— AVAILABLE RECORDS —
□ □ □ □ □

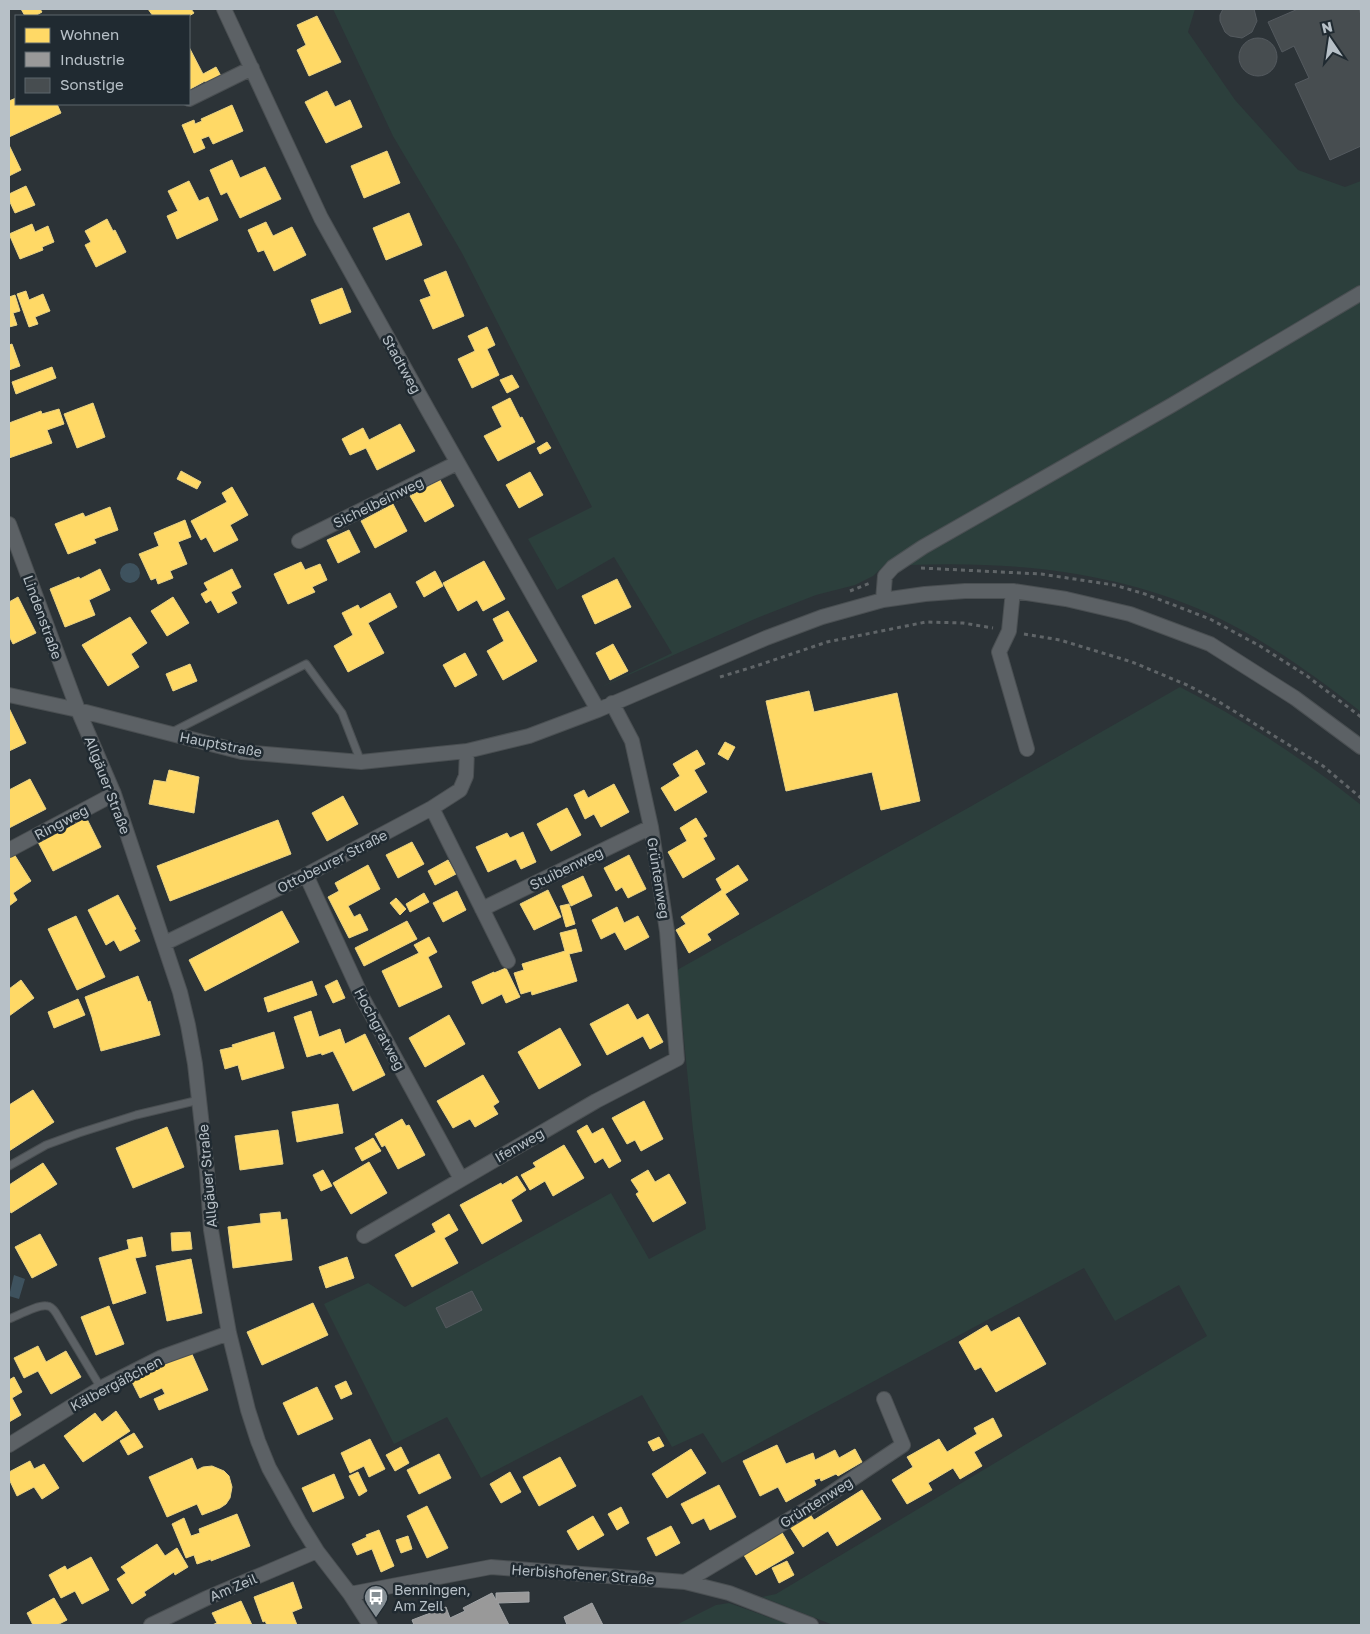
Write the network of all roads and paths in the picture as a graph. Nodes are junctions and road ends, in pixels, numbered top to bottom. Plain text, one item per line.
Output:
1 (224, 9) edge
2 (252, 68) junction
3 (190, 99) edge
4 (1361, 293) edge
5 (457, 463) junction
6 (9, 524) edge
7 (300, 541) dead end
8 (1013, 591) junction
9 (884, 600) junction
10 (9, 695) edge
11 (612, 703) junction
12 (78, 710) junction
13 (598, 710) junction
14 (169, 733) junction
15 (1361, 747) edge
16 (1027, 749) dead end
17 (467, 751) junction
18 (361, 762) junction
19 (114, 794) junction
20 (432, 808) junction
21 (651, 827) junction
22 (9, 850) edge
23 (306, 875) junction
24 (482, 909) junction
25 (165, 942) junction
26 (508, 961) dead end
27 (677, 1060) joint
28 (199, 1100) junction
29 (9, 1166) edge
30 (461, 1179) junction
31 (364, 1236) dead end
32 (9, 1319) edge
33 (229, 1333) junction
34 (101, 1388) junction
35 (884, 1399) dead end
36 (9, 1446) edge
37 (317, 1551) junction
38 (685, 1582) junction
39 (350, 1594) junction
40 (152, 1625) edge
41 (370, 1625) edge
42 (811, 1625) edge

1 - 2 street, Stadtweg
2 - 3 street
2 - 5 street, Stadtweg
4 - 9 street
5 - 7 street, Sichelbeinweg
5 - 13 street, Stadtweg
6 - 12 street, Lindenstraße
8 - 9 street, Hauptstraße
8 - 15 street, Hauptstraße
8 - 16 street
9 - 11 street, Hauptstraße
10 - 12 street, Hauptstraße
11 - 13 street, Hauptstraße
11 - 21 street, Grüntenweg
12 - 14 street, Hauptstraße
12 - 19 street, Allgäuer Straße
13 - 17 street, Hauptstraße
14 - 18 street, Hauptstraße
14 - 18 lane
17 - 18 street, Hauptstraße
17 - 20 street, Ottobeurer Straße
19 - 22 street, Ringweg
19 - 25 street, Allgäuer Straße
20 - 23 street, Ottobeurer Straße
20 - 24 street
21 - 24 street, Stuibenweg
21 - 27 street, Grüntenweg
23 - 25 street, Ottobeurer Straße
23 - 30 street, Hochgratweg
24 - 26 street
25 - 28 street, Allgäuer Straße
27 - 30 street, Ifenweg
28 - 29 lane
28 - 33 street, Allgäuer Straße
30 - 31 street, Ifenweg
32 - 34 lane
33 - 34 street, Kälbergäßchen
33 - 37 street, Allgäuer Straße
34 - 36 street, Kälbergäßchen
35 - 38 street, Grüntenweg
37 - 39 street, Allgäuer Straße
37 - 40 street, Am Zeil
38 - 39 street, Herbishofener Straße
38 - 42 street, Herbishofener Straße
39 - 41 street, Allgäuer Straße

□ □ □ □ □

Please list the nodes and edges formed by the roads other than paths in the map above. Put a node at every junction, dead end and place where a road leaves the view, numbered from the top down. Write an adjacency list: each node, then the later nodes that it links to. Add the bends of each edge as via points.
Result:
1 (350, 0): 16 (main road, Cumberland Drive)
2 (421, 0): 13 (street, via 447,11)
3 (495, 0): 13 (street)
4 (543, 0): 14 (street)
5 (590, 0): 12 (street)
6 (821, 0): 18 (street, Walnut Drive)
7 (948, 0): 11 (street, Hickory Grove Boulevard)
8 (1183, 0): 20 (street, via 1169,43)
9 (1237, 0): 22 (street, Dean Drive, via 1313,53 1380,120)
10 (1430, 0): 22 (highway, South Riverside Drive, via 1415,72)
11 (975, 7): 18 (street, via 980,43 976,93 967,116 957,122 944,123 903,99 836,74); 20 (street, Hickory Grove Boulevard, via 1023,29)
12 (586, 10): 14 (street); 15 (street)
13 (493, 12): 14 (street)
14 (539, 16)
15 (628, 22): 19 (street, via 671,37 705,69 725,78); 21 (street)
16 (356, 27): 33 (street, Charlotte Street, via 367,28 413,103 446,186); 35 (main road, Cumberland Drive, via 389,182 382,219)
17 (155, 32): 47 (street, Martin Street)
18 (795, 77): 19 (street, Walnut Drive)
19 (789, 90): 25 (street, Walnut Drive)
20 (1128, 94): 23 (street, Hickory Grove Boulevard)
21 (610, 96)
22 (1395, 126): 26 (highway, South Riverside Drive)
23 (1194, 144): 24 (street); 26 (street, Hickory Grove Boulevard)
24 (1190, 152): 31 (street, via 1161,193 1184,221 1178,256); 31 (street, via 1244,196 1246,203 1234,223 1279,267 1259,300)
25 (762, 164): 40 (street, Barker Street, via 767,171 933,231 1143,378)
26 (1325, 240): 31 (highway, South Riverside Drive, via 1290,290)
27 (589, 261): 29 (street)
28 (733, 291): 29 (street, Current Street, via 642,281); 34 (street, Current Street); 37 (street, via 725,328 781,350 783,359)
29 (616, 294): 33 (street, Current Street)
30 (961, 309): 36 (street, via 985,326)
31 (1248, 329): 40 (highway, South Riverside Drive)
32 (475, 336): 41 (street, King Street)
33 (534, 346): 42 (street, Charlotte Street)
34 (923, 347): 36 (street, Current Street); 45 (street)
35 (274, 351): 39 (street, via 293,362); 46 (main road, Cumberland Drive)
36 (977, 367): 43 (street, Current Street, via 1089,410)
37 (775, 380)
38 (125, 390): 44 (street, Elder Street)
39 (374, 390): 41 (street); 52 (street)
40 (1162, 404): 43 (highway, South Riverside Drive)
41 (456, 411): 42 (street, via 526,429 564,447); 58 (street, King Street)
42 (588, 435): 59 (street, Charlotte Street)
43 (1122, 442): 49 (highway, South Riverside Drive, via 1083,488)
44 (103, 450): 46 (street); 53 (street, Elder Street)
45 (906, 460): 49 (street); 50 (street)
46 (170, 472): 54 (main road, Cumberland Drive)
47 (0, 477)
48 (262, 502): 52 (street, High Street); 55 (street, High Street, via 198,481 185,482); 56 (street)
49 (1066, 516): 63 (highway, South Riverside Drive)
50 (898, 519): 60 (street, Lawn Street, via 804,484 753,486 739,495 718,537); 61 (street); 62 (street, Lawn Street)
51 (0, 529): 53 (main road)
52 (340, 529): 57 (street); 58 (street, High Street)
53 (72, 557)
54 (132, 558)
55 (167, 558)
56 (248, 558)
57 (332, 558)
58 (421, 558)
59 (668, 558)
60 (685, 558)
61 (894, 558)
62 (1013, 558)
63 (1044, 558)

□ □ □ □ □

— ASSIGNED TASK —
Where the word "Grove" shows up in a line of the entries above, copy that line.

— RESPONSE BOX —
7 (948, 0): 11 (street, Hickory Grove Boulevard)
11 (975, 7): 18 (street, via 980,43 976,93 967,116 957,122 944,123 903,99 836,74); 20 (street, Hickory Grove Boulevard, via 1023,29)
20 (1128, 94): 23 (street, Hickory Grove Boulevard)
23 (1194, 144): 24 (street); 26 (street, Hickory Grove Boulevard)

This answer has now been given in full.